Access Jaeger UI: http://localhost:16686

# Install Jaeger Operator
kubectl create namespace observability
kubectl apply -f https://github.com/jaegertracing/jaeger-operator/releases/latest/download/jaeger-operator.yaml -n observability

# Deploy Jaeger instance
cat <<EOF | kubectl apply -f -
apiVersion: jaegertracing.io/v1
kind: Jaeger
metadata:
  name: jaeger
  namespace: observability
spec:
  strategy: allInOne
  ingress:
    enabled: true
EOF

Configure Formbricks:

values.yaml

deployment:
  env:
    OTEL_EXPORTER_OTLP_ENDPOINT: "http://jaeger-collector.observability:4318"
    OTEL_TRACES_SAMPLER: "parentbased_traceidratio"
    OTEL_TRACES_SAMPLER_ARG: "0.1"

SigNoz (Full Stack Observability)

SigNoz provides metrics, traces, and logs in one platform:

# Deploy SigNoz with Docker Compose
git clone https://github.com/SigNoz/signoz.git
cd signoz/deploy
./install.sh

Configure Formbricks:

OTEL_EXPORTER_OTLP_ENDPOINT=http://signoz:4318
OTEL_SERVICE_NAME=formbricks
OTEL_TRACES_SAMPLER=parentbased_traceidratio
OTEL_TRACES_SAMPLER_ARG=0.1

Access SigNoz UI: http://localhost:3301 Features:

Unified metrics, traces, and logs
Automatic service topology mapping
Query builder for custom dashboards
Alerts and notifications

Application Health Checks

Health Endpoints

Formbricks exposes health check endpoints:

# Basic health check (fast)
GET /health
Response: 200 OK

# Detailed health with dependencies
GET /api/v2/health
Response: 200 OK (if all dependencies healthy)

Kubernetes Probes

Configured in Helm values:

values.yaml

deployment:
  probes:
    # Startup probe - wait for app to be ready initially
    startupProbe:
      failureThreshold: 30      # Allow 5 minutes to start
      periodSeconds: 10
      tcpSocket:
        port: 3000
    
    # Readiness probe - control traffic routing
    readinessProbe:
      failureThreshold: 3
      periodSeconds: 10
      timeoutSeconds: 5
      httpGet:
        path: /health
        port: 3000
    
    # Liveness probe - restart unhealthy containers
    livenessProbe:
      failureThreshold: 3
      periodSeconds: 10
      timeoutSeconds: 5
      httpGet:
        path: /health
        port: 3000

Probe Behavior:

Startup: Delays other probes until app is initialized
Readiness: Removes pod from service endpoints if failing
Liveness: Restarts container if failing

Set initialDelaySeconds appropriately to avoid premature restarts during startup.

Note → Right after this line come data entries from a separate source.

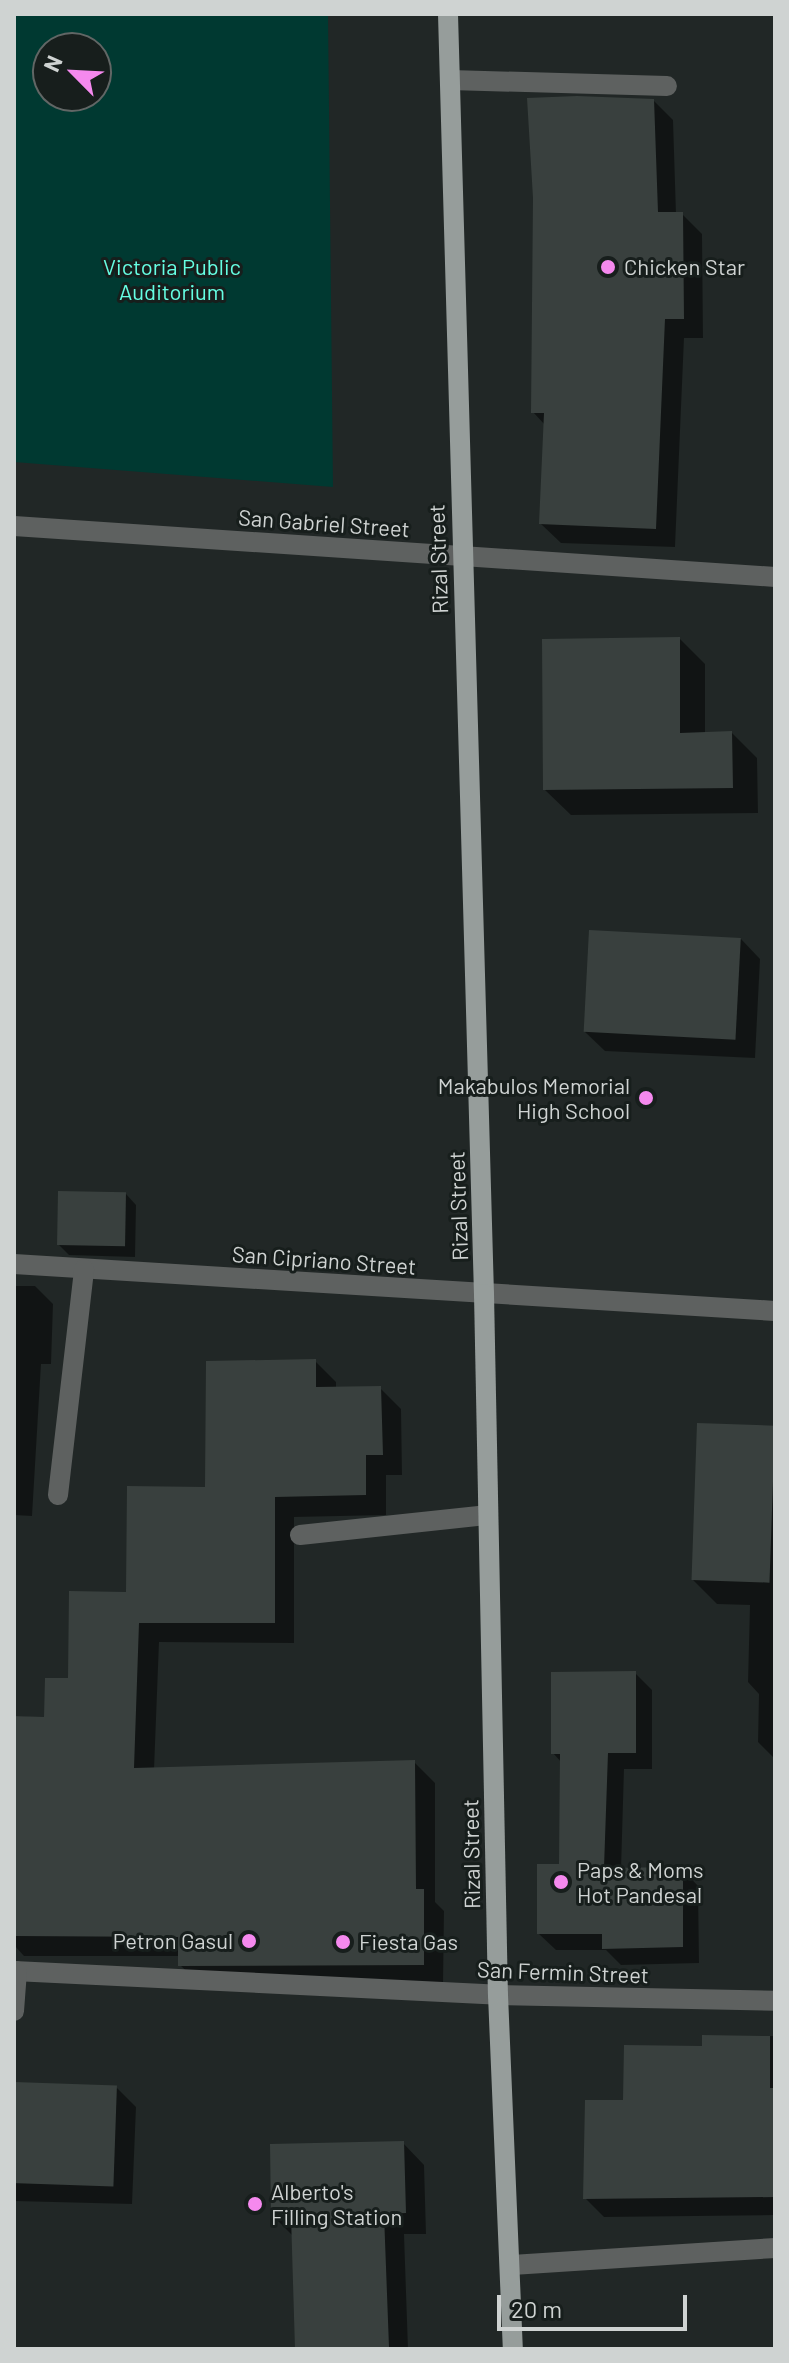 <!DOCTYPE html>
<html>
<head>
<meta charset="utf-8">
<style>
	body { margin:0 }
	#map { position:relative; width:789px; height:2363px; overflow:hidden; background:#212726; font-family:Barlow,sans-serif }
	div>[style] { position:absolute }
	.green>* { inset:0; background:#003931 }
	.shadow>* { inset:0; background:#0007 }
	.building>* { inset:0; background:#39403e; transform-origin:0 0 }
	.minor>* { height:20px; margin:-10px; padding:0 10px; transform-origin:10px; border-radius:10px; background:#5e6160 }
	.major>* { height:20px; margin:-10px; padding:0 10px; transform-origin:10px; border-radius:10px; background:#969d9b }
	.dots>* { width:22px; height:22px; translate:-50% -50%; box-sizing:border-box; border:4px solid #171e1c; border-radius:50% }
	span { translate:-50% -50%; white-space:nowrap; text-align:center; line-height:1.15; -webkit-text-stroke:6px #171e1c; paint-order:stroke }
	.park-label { font-size:22px; color:#65fee3 }
	.poi-label { font-size:22px; color:#cfd3d2 }
	.left { translate:0 -50%; text-align:left }
	.right { translate:-100% -50%; text-align:right }
	.street-label { font-size:22px; color:#cfd3d2 }
	.frame { position:absolute; inset:0; border:16px solid #cfd3d2; pointer-events:none }
	.north { position:absolute; left:32px; top:32px; width:80px; height:80px; box-sizing:border-box; background:#171e1c; border:2px solid #616665; border-radius:50%; rotate:294deg; font-size:22px; font-weight:700; line-height:32px; text-align:center; color:#cfd3d2 }
	.north::after { content:''; display:block; margin:auto; width:28px; height:36px; background:#f589ee; clip-path:polygon(50% 0,100% 100%,50% 72%,0 100%) }
	.scale { position:absolute; left:497px; top:2295px; width:190px; height:36px; box-sizing:border-box; border:4px solid #cfd3d2; border-top:0; padding-left:10px; font-size:24px; line-height:28px; white-space:nowrap; color:#cfd3d2; -webkit-text-stroke:6px #171e1c; paint-order:stroke }
</style>
</head>
<body>
<div id="map">
	<div class="green">
		<i style="clip-path:polygon(evenodd,14px 14px,328px 14px,333px 487px,14px 462px,14px 14px,48px 48px,96px 48px,96px 96px,48px 96px,48px 48px)"></i>
	</div>
	<div class="shadow">
		<i style="clip-path:polygon(654px 101px,673px 120px,676px 214px,682px 214px,702px 234px,703px 338px,684px 338px,675px 547px,561px 543px,541px 524px,545px 425px,533px 412px)"></i>
		<i style="clip-path:polygon(680px 639px,705px 664px,705px 734px,732px 733px,757px 758px,758px 813px,571px 815px,545px 790px)"></i>
		<i style="clip-path:polygon(741px 939px,760px 959px,755px 1058px,605px 1051px,585px 1032px)"></i>
		<i style="clip-path:polygon(126px 1194px,136px 1205px,135px 1257px,69px 1255px,59px 1245px)"></i>
		<i style="clip-path:polygon(14px 1286px,35px 1286px,53px 1304px,51px 1364px,41px 1364px,32px 1516px,14px 1515px)"></i>
		<i style="clip-path:polygon(315px 1361px,336px 1382px,336px 1389px,380px 1388px,401px 1409px,402px 1475px,386px 1475px,386px 1515px,294px 1517px,294px 1643px,159px 1642px,154px 1770px,414px 1762px,435px 1783px,435px 1902px,444px 1911px,443px 1985px,201px 1985px,180px 1965px,180px 1956px,24px 1956px,14px 1945px,14px 1716px,46px 1718px,128px 1594px,207px 1489px)"></i>
		<i style="clip-path:polygon(775px 1428px,775px 1759px,758px 1742px,759px 1694px,748px 1682px,750px 1605px,717px 1604px,692px 1579px)"></i>
		<i style="clip-path:polygon(635px 1673px,652px 1690px,652px 1769px,624px 1769px,621px 1870px,682px 1869px,698px 1886px,699px 1963px,621px 1965px,606px 1950px,556px 1950px,539px 1934px,561px 1866px,562px 1763px,553px 1753px)"></i>
		<i style="clip-path:polygon(775px 2036px,775px 2215px,604px 2217px,585px 2198px,625px 2102px,704px 2048px,704px 2037px)"></i>
		<i style="clip-path:polygon(14px 2084px,116px 2087px,136px 2107px,132px 2204px,14px 2201px)"></i>
		<i style="clip-path:polygon(403px 2143px,424px 2165px,426px 2234px,404px 2234px,408px 2349px,297px 2349px,293px 2236px,273px 2216px)"></i>
	</div>
	<div class="building">
		<i style="clip-path:polygon(577px 96px,654px 99px,658px 212px,683px 212px,684px 319px,665px 319px,656px 529px,539px 524px,544px 413px,531px 413px,533px 198px,527px 98px)"></i>
		<i style="clip-path:polygon(680px 637px,680px 733px,732px 731px,733px 788px,543px 790px,542px 639px)"></i>
		<i style="left:589px;top:930px;width:152px;height:102px;rotate:3deg"></i>
		<i style="left:58px;top:1191px;width:68px;height:54px;rotate:1deg"></i>
		<i style="clip-path:polygon(316px 1359px,316px 1387px,381px 1386px,383px 1455px,366px 1455px,366px 1495px,275px 1497px,275px 1623px,139px 1623px,134px 1768px,415px 1760px,416px 1889px,424px 1889px,424px 1965px,178px 1966px,178px 1937px,14px 1936px,14px 1716px,44px 1717px,45px 1678px,68px 1678px,69px 1591px,126px 1592px,127px 1486px,205px 1487px,206px 1361px)"></i>
		<i style="left:697px;top:1423px;width:78px;height:157px;rotate:2deg"></i>
		<i style="clip-path:polygon(636px 1671px,636px 1753px,608px 1753px,604px 1868px,683px 1867px,683px 1947px,602px 1949px,602px 1934px,537px 1934px,537px 1864px,559px 1864px,560px 1754px,551px 1754px,551px 1672px)"></i>
		<i style="clip-path:polygon(702px 2035px,770px 2036px,770px 2088px,775px 2088px,775px 2197px,583px 2199px,585px 2100px,623px 2100px,624px 2045px,702px 2046px)"></i>
		<i style="left:14px;top:2082px;width:103px;height:101px;rotate:2deg"></i>
		<i style="clip-path:polygon(404px 2141px,406px 2213px,384px 2214px,389px 2347px,295px 2349px,291px 2216px,271px 2217px,270px 2144px)"></i>
	</div>
	<div class="minor">
		<i style="left:450px;top:80px;width:217px;rotate:1.6deg"></i>
		<i style="left:14px;top:526px;width:763px;rotate:3.83deg"></i>
		<i style="left:14px;top:1264px;width:762px;rotate:3.53deg"></i>
		<i style="left:58px;top:1495px;width:227px;rotate:-83.4deg"></i>
		<i style="left:300px;top:1535px;width:187px;rotate:-6.1deg"></i>
		<i style="left:14px;top:1971px;width:485px;rotate:2.8deg"></i>
		<i style="left:498px;top:1995px;width:277px;rotate:1.2deg"></i>
		<i style="left:14px;top:2011px;width:40px;rotate:-85.7deg"></i>
		<i style="left:512px;top:2265px;width:264px;rotate:-3.7deg"></i>
	</div>
	<div class="major">
		<i style="left:448px;top:14px;width:1281px;rotate:88.39deg"></i>
		<i style="left:484px;top:1294px;width:701px;rotate:88.86deg"></i>
		<i style="left:498px;top:1995px;width:354px;rotate:87.6deg"></i>
	</div>
	<div class="dots">
		<i style="left:608px;top:267px;background:#f589ee"></i>
		<i style="left:646px;top:1098px;background:#f589ee"></i>
		<i style="left:561px;top:1882px;background:#f589ee"></i>
		<i style="left:249px;top:1941px;background:#f589ee"></i>
		<i style="left:343px;top:1942px;background:#f589ee"></i>
		<i style="left:255px;top:2204px;background:#f589ee"></i>
	</div>
	<div class="park-label">
		<span style="left:172px;top:279px">Victoria Public<br>Auditorium</span>
	</div>
	<div class="poi-label">
		<span class="left" style="left:624px;top:267px">Chicken Star</span>
		<span class="right" style="left:630px;top:1098px">Makabulos Memorial<br>High School</span>
		<span class="left" style="left:577px;top:1882px">Paps &amp; Moms<br>Hot Pandesal</span>
		<span class="right" style="left:233px;top:1941px">Petron Gasul</span>
		<span class="left" style="left:359px;top:1942px">Fiesta Gas</span>
		<span class="left" style="left:271px;top:2204px">Alberto's<br>Filling Station</span>
	</div>
	<div class="street-label">
		<span style="left:324px;top:523px;rotate:4deg">San Gabriel Street</span>
		<span style="left:438px;top:559px;rotate:-92deg">Rizal Street</span>
		<span style="left:458px;top:1206px;rotate:-92deg">Rizal Street</span>
		<span style="left:324px;top:1260px;rotate:4deg">San Cipriano Street</span>
		<span style="left:471px;top:1854px;rotate:-91deg">Rizal Street</span>
		<span style="left:563px;top:1972px;rotate:2deg">San Fermin Street</span>
	</div>
	<div class="frame"></div>
	<div class="north">N</div>
	<div class="scale">20 m</div>
</div>
</body>
</html>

Usage Analytics & Telemetry

Formbricks Internal Telemetry

Formbricks sends anonymous usage statistics for license validation and product improvement: Data Collected:

Instance ID (hashed organization ID)
Usage counts (organizations, users, surveys, responses)
Feature enablement (SSO, S3, integrations)
Version information
Infrastructure details (SMTP configured, S3 configured, etc.)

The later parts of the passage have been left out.